Agnosticnixie posted:

"I am a very serious person who brings rational arguments to this thread by calling them morons" - Much serious, so argument, wow

(You have yet to make a cogent argument that holds up, and you have yet to respond to a single criticism by anything but "well you're a moron", which is great to showcase how you can't even defend your ethically and morally bankrupt natsec bullshit)

and when you post a criticism with any merit beyond your feelings and whining that i am not giving your feelings sufficient respect, perhaps i will bother to respond to them in kind

until then don't whine that your posting receives precisely the effort back you put in

Frogfingers posted:

Oh I know, I'm not saying espionage is an abomination or even unwise, but don't even think about giving it pretensions of righteousness. And the US has a bad habit of giving their intelligence companies such a long leash they graduate from information gathering to coup d'etats. What Russia did with the US election was scummy, and if I remember Obama made threats in kind about the Russian electric grid. So don't get so loving worked up the infiltration works both ways.

By the way, I'm not a US citizen, so I admit I get the benefits of the Five Eyes system but when my countrymen die for nothing following the US on its grubby little crusades it looks more than a bit hollow.

True, the CIA did not exactly slather itself with glory during the cold war and a lot of the James Bond poo poo was stupid and counter-productive.
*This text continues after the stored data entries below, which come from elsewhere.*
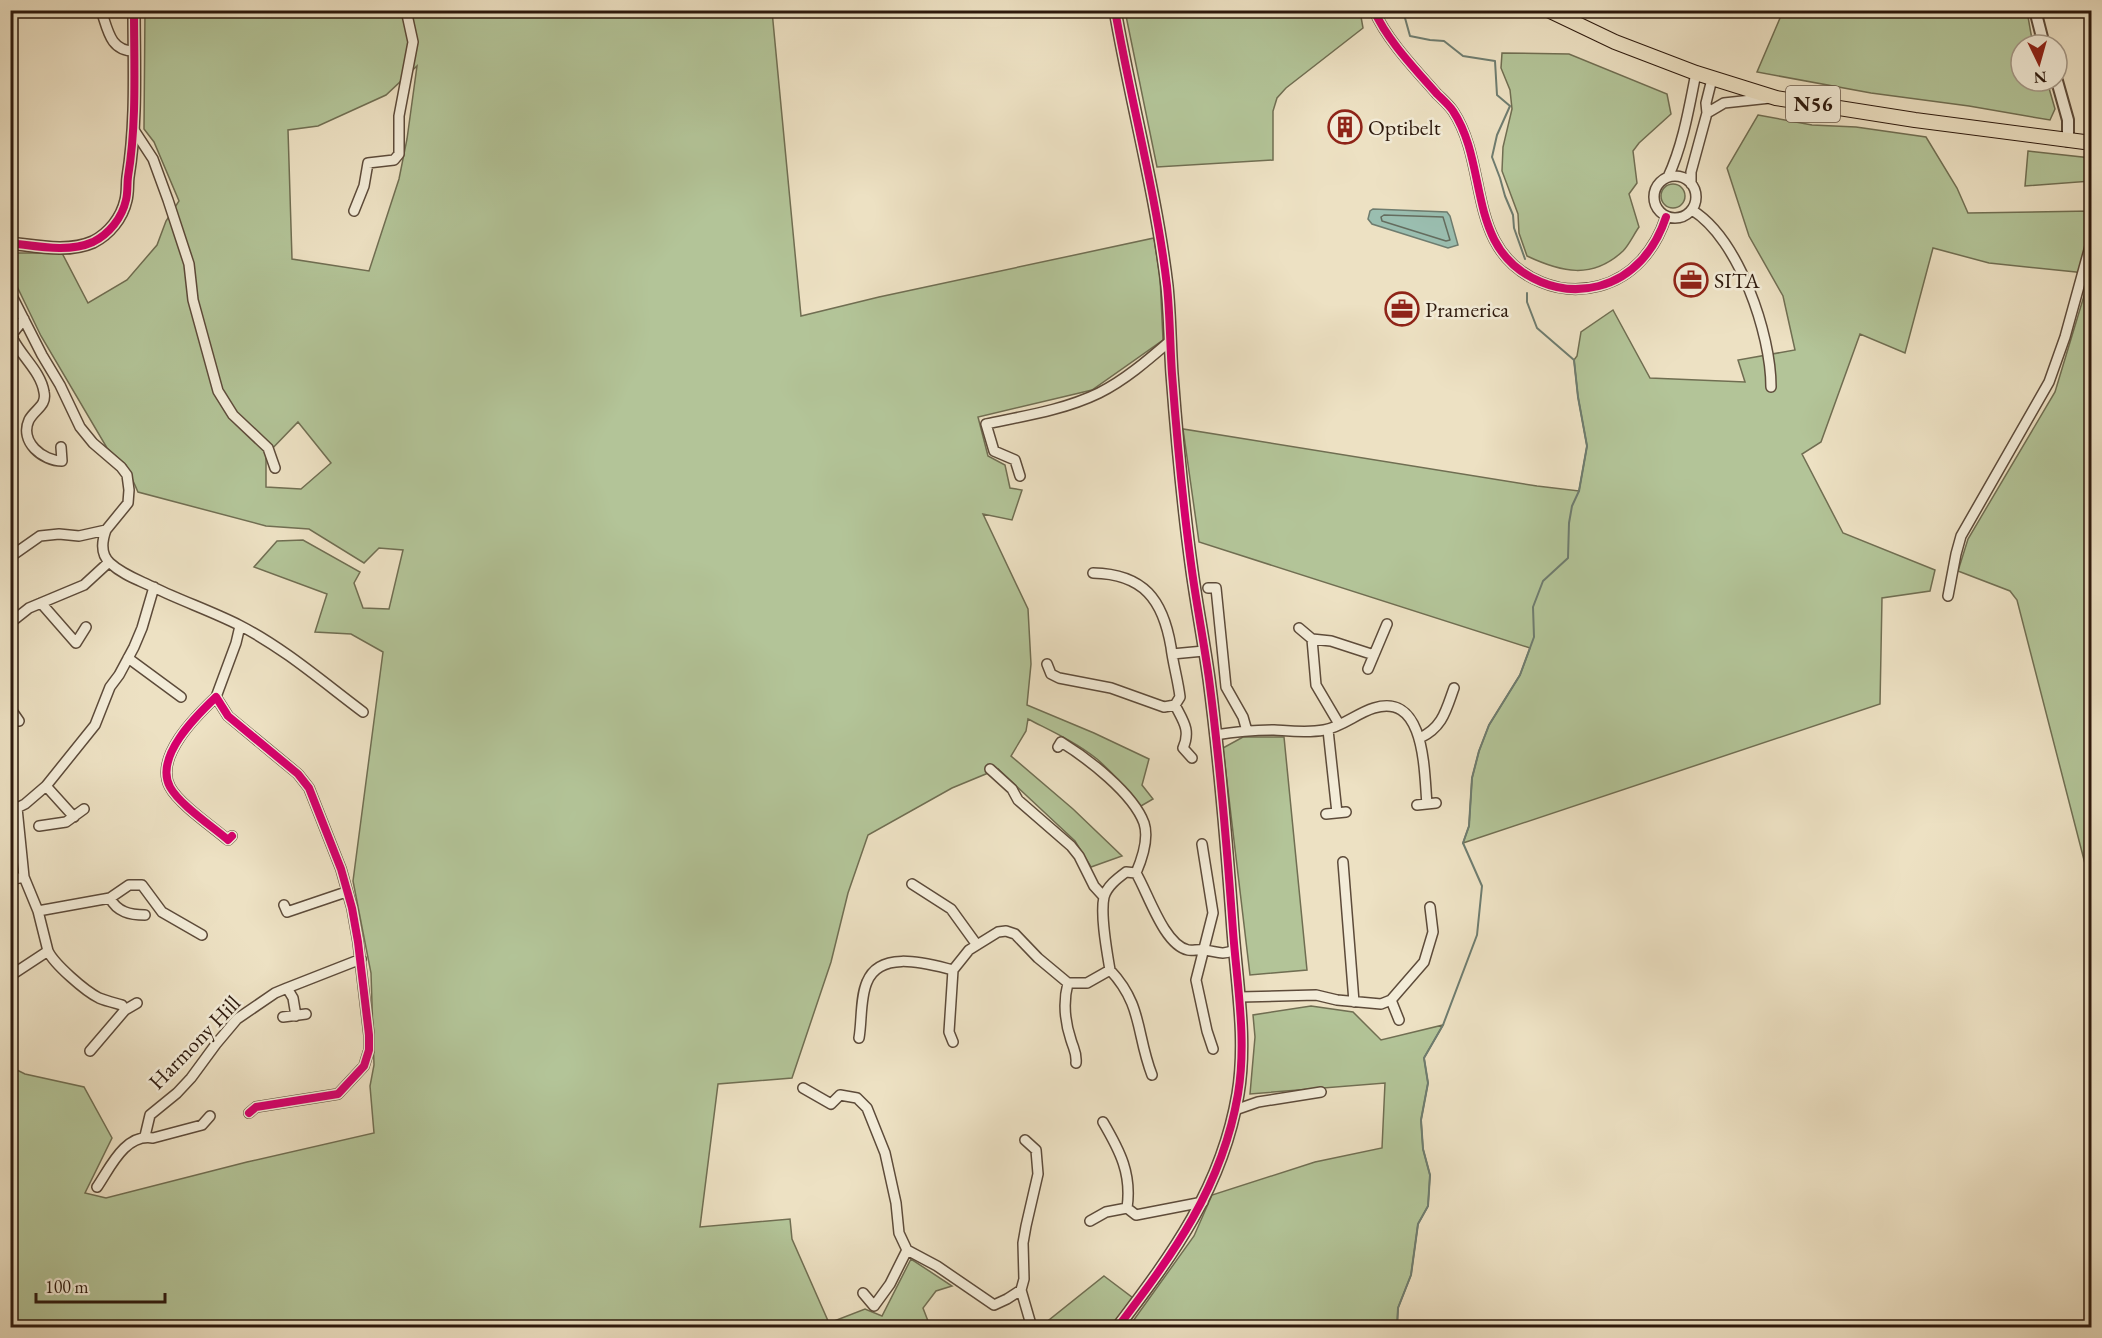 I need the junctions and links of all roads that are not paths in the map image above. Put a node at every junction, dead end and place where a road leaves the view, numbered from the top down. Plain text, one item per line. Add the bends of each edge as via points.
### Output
1 (101, 10) edge
2 (134, 10) edge
3 (405, 10) edge
4 (1115, 10) edge
5 (1374, 10) edge
6 (1548, 10) edge
7 (2035, 10) edge
8 (2041, 33) edge
9 (134, 51) junction
10 (1696, 73) junction
11 (1712, 79) junction
12 (2060, 93) edge
13 (1776, 98) junction
14 (1707, 113) junction
15 (134, 130) junction
16 (2068, 141) junction
17 (2091, 143) edge
18 (1668, 177) junction
19 (1691, 184) junction
20 (1692, 210) junction
21 (354, 211) dead end
22 (1666, 217) junction
23 (2091, 239) edge
24 (10, 243) edge
25 (10, 292) edge
26 (24, 320) junction
27 (1170, 341) junction
28 (1771, 387) dead end
29 (60, 447) dead end
30 (275, 468) dead end
31 (1020, 476) dead end
32 (106, 530) junction
33 (10, 557) edge
34 (109, 562) junction
35 (1093, 573) dead end
36 (154, 587) junction
37 (1208, 588) dead end
38 (1948, 596) dead end
39 (1169, 600) dead end
40 (41, 603) junction
41 (1159, 606) junction
42 (10, 623) edge
43 (1387, 624) dead end
44 (240, 626) junction
45 (86, 627) dead end
46 (1299, 628) dead end
47 (1312, 639) junction
48 (1204, 651) junction
49 (1172, 654) junction
50 (1374, 655) junction
51 (128, 658) junction
52 (1047, 664) dead end
53 (1368, 669) dead end
54 (1454, 688) dead end
55 (181, 697) dead end
56 (216, 697) junction
57 (1175, 705) junction
58 (10, 708) edge
59 (363, 712) dead end
60 (18, 721) dead end
61 (1339, 724) junction
62 (1328, 730) junction
63 (1247, 731) junction
64 (1215, 735) junction
65 (1420, 738) junction
66 (1058, 747) dead end
67 (1192, 758) dead end
68 (990, 770) dead end
69 (46, 786) junction
70 (1426, 804) dead end
71 (14, 808) edge
72 (84, 809) dead end
73 (1326, 814) dead end
74 (74, 817) junction
75 (39, 826) dead end
76 (232, 836) dead end
77 (1202, 844) dead end
78 (1343, 862) dead end
79 (1136, 873) junction
80 (24, 878) junction
81 (10, 880) edge
82 (912, 884) dead end
83 (346, 892) junction
84 (1104, 897) junction
85 (110, 898) junction
86 (134, 903) dead end
87 (284, 905) dead end
88 (1430, 908) dead end
89 (38, 911) junction
90 (132, 914) junction
91 (145, 915) dead end
92 (202, 935) dead end
93 (977, 945) junction
94 (1204, 950) junction
95 (1235, 950) junction
96 (48, 951) junction
97 (361, 959) junction
98 (953, 970) junction
99 (1110, 970) junction
100 (10, 976) edge
101 (1068, 983) junction
102 (287, 988) junction
103 (1240, 996) junction
104 (1391, 1000) junction
105 (1354, 1002) junction
106 (137, 1003) dead end
107 (125, 1010) junction
108 (283, 1017) dead end
109 (1399, 1020) dead end
110 (859, 1038) dead end
111 (954, 1042) dead end
112 (1213, 1049) dead end
113 (90, 1052) dead end
114 (1076, 1063) dead end
115 (1152, 1075) dead end
116 (803, 1088) dead end
117 (1321, 1092) dead end
118 (1292, 1096) junction
119 (1292, 1107) dead end
120 (1235, 1110) junction
121 (249, 1113) dead end
122 (210, 1116) dead end
123 (1103, 1122) dead end
124 (145, 1136) junction
125 (1025, 1140) dead end
126 (97, 1187) dead end
127 (1203, 1202) junction
128 (1127, 1208) junction
129 (1090, 1221) dead end
130 (907, 1250) junction
131 (1021, 1290) junction
132 (863, 1293) dead end
133 (1032, 1328) edge
134 (1117, 1328) edge

1 - 9 street via 112,43
2 - 9 street
3 - 21 street via 413,42 399,116 399,154 394,160 368,163
4 - 27 street via 1155,205
5 - 22 street via 1379,24 1452,110 1462,131 1496,246 1530,278 1566,289 1608,284 1640,263
6 - 10 main road, N56 via 1615,42
7 - 8 street
9 - 15 street
10 - 11 main road, N56
10 - 18 street via 1684,131
11 - 13 main road, N56
11 - 14 street
12 - 16 street via 2068,120
13 - 14 street via 1724,103
13 - 16 main road, N56
14 - 19 street
15 - 24 street via 126,200 110,231 93,241 66,248
15 - 30 street via 153,159 189,264 193,300 218,391 233,415 268,448
16 - 17 main road, N56
18 - 19 street via 1680,177
18 - 22 street via 1654,194 1656,208
19 - 20 street via 1696,197
20 - 22 street via 1680,218
20 - 28 street via 1723,239 1743,277 1766,337
23 - 38 street via 2049,382 1961,536
25 - 26 street
26 - 29 street via 13,333 13,339 45,394 45,401 30,419 28,435 36,450 50,460 62,461
26 - 32 street via 80,427 121,467 129,481 128,503
27 - 31 street via 1100,393 986,424 994,451 1015,460
27 - 48 street via 1184,519
32 - 33 street via 79,536 40,536
32 - 34 street via 102,541
34 - 36 street
34 - 40 street via 84,585
35 - 41 street via 1121,575
36 - 44 street
36 - 51 street
37 - 63 street via 1216,588 1226,687
39 - 41 street
40 - 42 street
40 - 45 street via 76,643
41 - 49 street
43 - 50 street
44 - 56 street
44 - 59 street via 269,642
46 - 47 street
47 - 50 street
47 - 61 street via 1316,685
48 - 49 street
48 - 64 street
49 - 57 street via 1180,698
50 - 53 street
51 - 55 street
51 - 69 street via 110,687 95,725
52 - 57 street via 1051,674 1059,678 1111,688 1164,707
54 - 65 street via 1438,726
56 - 76 street via 176,743 167,777 178,797 228,840
56 - 83 street via 228,716 305,781
57 - 67 street via 1188,737 1184,748
58 - 60 street
61 - 62 street
61 - 65 street via 1376,707 1390,706 1403,711
62 - 63 street
62 - 73 street via 1342,813
63 - 64 street
64 - 95 street
65 - 70 street
66 - 79 street via 1061,742 1098,768 1124,794 1143,822 1145,840
68 - 84 street via 1071,846
69 - 71 street
69 - 74 street
71 - 80 street
72 - 74 street
74 - 75 street via 55,825
77 - 94 street via 1213,913
78 - 105 street
79 - 84 street via 1126,872 1112,883
79 - 94 street via 1168,936 1188,950
80 - 81 street
80 - 89 street
82 - 93 street via 951,909
83 - 87 street via 287,912
83 - 97 street
84 - 99 street
85 - 89 street
85 - 90 street via 120,910
85 - 92 street via 129,885 142,885 162,912
86 - 90 street
88 - 104 street via 1433,932 1424,962
89 - 96 street
90 - 91 street
93 - 98 street
93 - 101 street via 998,933 1015,934
94 - 95 street via 1223,955
94 - 112 street via 1196,980
95 - 103 street
96 - 100 street
96 - 107 street via 86,989
97 - 102 street, Harmony Hill
97 - 121 street via 369,1043 364,1066 338,1094 255,1107
98 - 110 street via 902,961 886,963 873,972 864,995
98 - 111 street via 950,1032
99 - 101 street via 1098,979
99 - 115 street via 1135,1009 1142,1049
101 - 114 street via 1065,1011 1077,1053
102 - 108 street via 301,1015
102 - 124 street, Harmony Hill via 237,1019 191,1078 150,1115
103 - 105 street via 1316,995
103 - 120 street via 1240,1071
104 - 105 street via 1381,1004
104 - 109 street
106 - 107 street
107 - 113 street
116 - 130 street via 831,1104 840,1095 858,1098 867,1108 885,1153 900,1233
117 - 118 street
118 - 119 street
118 - 120 street
120 - 127 street
122 - 124 street via 202,1125 153,1138
123 - 128 street via 1125,1166
124 - 126 street via 124,1147
125 - 131 street via 1036,1150 1038,1174 1023,1244
127 - 128 street via 1136,1215
127 - 134 street via 1162,1268
128 - 129 street via 1106,1212
130 - 131 street via 994,1305
130 - 132 street via 874,1306
131 - 133 street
The NSA's mission though just doesn't really lend itself to that sort of freelancing because they're not doing the whole human intelligence angle, they're just trying to read everyone's mail. They're not covert ops guys, that's more of a CIA concern. The NSA's job is to read everyone's mail and be able to hack systems, they don't really leave the country.

And nobody's come up with any better way to respond to cyberwarfare attacks than measured retaliation in kind, so i'm certainly not upset that the US government has been developing that capability. The issue with Russia's interference wasn't so much they collected the information but that they used it offensively. China has been repeatedly hacking personnel databases but there's been no real mutters we should retaliate because everyone collects information and vulnerabilities, it's using the information that crosses the line.